[PATCH 6/8] memcg asynchronous memory reclaim interface
From: KAMEZAWA Hiroyuki
Date: Thu May 19 2011 - 23:53:39 EST
This patch adds a logic to keep usage margin to the limit in asynchronous way.
When the usage over some threshould (determined automatically), asynchronous
memory reclaim runs and shrink memory to limit - MEMCG_ASYNC_STOP_MARGIN.
By this, there will be no difference in total amount of usage of cpu to
scan the LRU but we'll have a chance to make use of wait time of applications
for freeing memory. For example, when an application read a file or socket,
to fill the newly alloated memory, it needs wait. Async reclaim can make use
of that time and give a chance to reduce latency by background works.
This patch only includes required hooks to trigger async reclaim and user interfaces.
Core logics will be in the following patches.
Changelog v1 -> v2:
- avoid async reclaim check when num_online_cpus() < 2.
- changed MEMCG_ASYNC_START_MARGIN to be 6 * HPAGE_SIZE.
Signed-off-by: KAMEZAWA Hiroyuki <kamezawa.hiroyu@xxxxxxxxxxxxxx>
---
Documentation/cgroups/memory.txt | 46 ++++++++++++++++++-
mm/memcontrol.c | 94 +++++++++++++++++++++++++++++++++++++++
2 files changed, 139 insertions(+), 1 deletion(-)
Index: mmotm-May11/mm/memcontrol.c
===================================================================
--- mmotm-May11.orig/mm/memcontrol.c
+++ mmotm-May11/mm/memcontrol.c
@@ -115,10 +115,12 @@ enum mem_cgroup_events_index {
enum mem_cgroup_events_target {
MEM_CGROUP_TARGET_THRESH,
MEM_CGROUP_TARGET_SOFTLIMIT,
+ MEM_CGROUP_TARGET_ASYNC,
MEM_CGROUP_NTARGETS,
};
#define THRESHOLDS_EVENTS_TARGET (128)
#define SOFTLIMIT_EVENTS_TARGET (1024)
+#define ASYNC_EVENTS_TARGET (512) /* assume x86-64's hpagesize */
struct mem_cgroup_stat_cpu {
long count[MEM_CGROUP_STAT_NSTATS];
@@ -211,6 +213,29 @@ static void mem_cgroup_threshold(struct
static void mem_cgroup_oom_notify(struct mem_cgroup *mem);
/*
+ * For example, with transparent hugepages, memory reclaim scan at hitting
+ * limit can very long as to reclaim HPAGE_SIZE of memory. This increases
+ * latency of page fault and may cause fallback. At usual page allocation,
+ * we'll see some (shorter) latency, too. To reduce latency, it's appreciated
+ * to free memory in background to make margin to the limit. This consumes
+ * cpu but we'll have a chance to make use of wait time of applications
+ * (read disk etc..) by asynchronous reclaim.
+ *
+ * This async reclaim tries to reclaim HPAGE_SIZE * 2 of pages when margin
+ * to the limit is smaller than HPAGE_SIZE * 2. This will be enabled
+ * automatically when the limit is set and it's greater than the threshold.
+ */
+#if HPAGE_SIZE != PAGE_SIZE
+#define MEMCG_ASYNC_LIMIT_THRESH (HPAGE_SIZE * 64)

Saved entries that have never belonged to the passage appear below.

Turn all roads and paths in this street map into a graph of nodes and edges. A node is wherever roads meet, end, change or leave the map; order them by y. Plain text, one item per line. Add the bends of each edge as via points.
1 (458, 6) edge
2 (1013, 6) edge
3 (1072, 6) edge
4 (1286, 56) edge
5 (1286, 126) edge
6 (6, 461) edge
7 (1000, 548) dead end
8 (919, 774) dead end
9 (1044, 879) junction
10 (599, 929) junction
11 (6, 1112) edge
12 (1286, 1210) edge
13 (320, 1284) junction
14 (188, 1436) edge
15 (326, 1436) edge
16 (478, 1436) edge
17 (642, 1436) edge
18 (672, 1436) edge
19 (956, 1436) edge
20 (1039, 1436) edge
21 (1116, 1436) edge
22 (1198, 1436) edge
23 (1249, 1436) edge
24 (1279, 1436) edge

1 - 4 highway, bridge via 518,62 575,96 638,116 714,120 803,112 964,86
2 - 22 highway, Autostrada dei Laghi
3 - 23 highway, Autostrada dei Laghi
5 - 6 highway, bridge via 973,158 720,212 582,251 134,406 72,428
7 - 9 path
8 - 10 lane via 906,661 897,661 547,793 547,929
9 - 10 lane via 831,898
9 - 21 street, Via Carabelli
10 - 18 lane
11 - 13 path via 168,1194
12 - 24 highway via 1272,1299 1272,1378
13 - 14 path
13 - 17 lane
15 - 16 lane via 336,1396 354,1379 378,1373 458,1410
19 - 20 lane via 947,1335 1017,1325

+#define MEMCG_ASYNC_MARGIN (HPAGE_SIZE * 4)
+#else /* make the margin as 4M bytes */
+#define MEMCG_ASYNC_LIMIT_THRESH (128 * 1024 * 1024)
+#define MEMCG_ASYNC_MARGIN (8 * 1024 * 1024)
+#endif
+
+static void mem_cgroup_may_async_reclaim(struct mem_cgroup *mem);
+
+/*
* The memory controller data structure. The memory controller controls both
* page cache and RSS per cgroup. We would eventually like to provide
* statistics based on the statistics developed by Rik Van Riel for clock-pro,
@@ -278,6 +303,12 @@ struct mem_cgroup {
*/
unsigned long move_charge_at_immigrate;
/*
+ * Checks for async reclaim.
+ */
+ unsigned long async_flags;
+#define AUTO_ASYNC_ENABLED (0)
+#define USE_AUTO_ASYNC (1)
+ /*
* percpu counter.
*/
struct mem_cgroup_stat_cpu *stat;
@@ -722,6 +753,9 @@ static void __mem_cgroup_target_update(s
case MEM_CGROUP_TARGET_SOFTLIMIT:
next = val + SOFTLIMIT_EVENTS_TARGET;
break;
+ case MEM_CGROUP_TARGET_ASYNC:
+ next = val + ASYNC_EVENTS_TARGET;
+ break;
default:
return;
}
@@ -745,6 +779,11 @@ static void memcg_check_events(struct me
__mem_cgroup_target_update(mem,
MEM_CGROUP_TARGET_SOFTLIMIT);
}
+ if (__memcg_event_check(mem, MEM_CGROUP_TARGET_ASYNC)) {
+ mem_cgroup_may_async_reclaim(mem);
+ __mem_cgroup_target_update(mem,
+ MEM_CGROUP_TARGET_ASYNC);
+ }
}
}
@@ -3365,6 +3404,23 @@ void mem_cgroup_print_bad_page(struct pa
static DEFINE_MUTEX(set_limit_mutex);
+/* When limit is changed, check async reclaim switch again */
+static void mem_cgroup_set_auto_async(struct mem_cgroup *mem, u64 val)
+{
+ if (!test_bit(AUTO_ASYNC_ENABLED, &mem->async_flags))
+ goto clear;
+ if (num_online_cpus() < 2)
+ goto clear;
+ if (val < MEMCG_ASYNC_LIMIT_THRESH)
+ goto clear;
+
+ set_bit(USE_AUTO_ASYNC, &mem->async_flags);
+ return;
+clear:
+ clear_bit(USE_AUTO_ASYNC, &mem->async_flags);
+ return;
+}
+
static int mem_cgroup_resize_limit(struct mem_cgroup *memcg,
unsigned long long val)
{
@@ -3413,6 +3469,7 @@ static int mem_cgroup_resize_limit(struc
memcg->memsw_is_minimum = true;
else
memcg->memsw_is_minimum = false;
+ mem_cgroup_set_auto_async(memcg, val);
}
mutex_unlock(&set_limit_mutex);
@@ -3590,6 +3647,15 @@ unsigned long mem_cgroup_soft_limit_recl
return nr_reclaimed;
}
+static void mem_cgroup_may_async_reclaim(struct mem_cgroup *mem)
+{
+ if (!test_bit(USE_AUTO_ASYNC, &mem->async_flags))
+ return;
+ if (res_counter_margin(&mem->res) <= MEMCG_ASYNC_MARGIN) {
+ /* Fill here */
+ }
+}
+
/*
* This routine traverse page_cgroup in given list and drop them all.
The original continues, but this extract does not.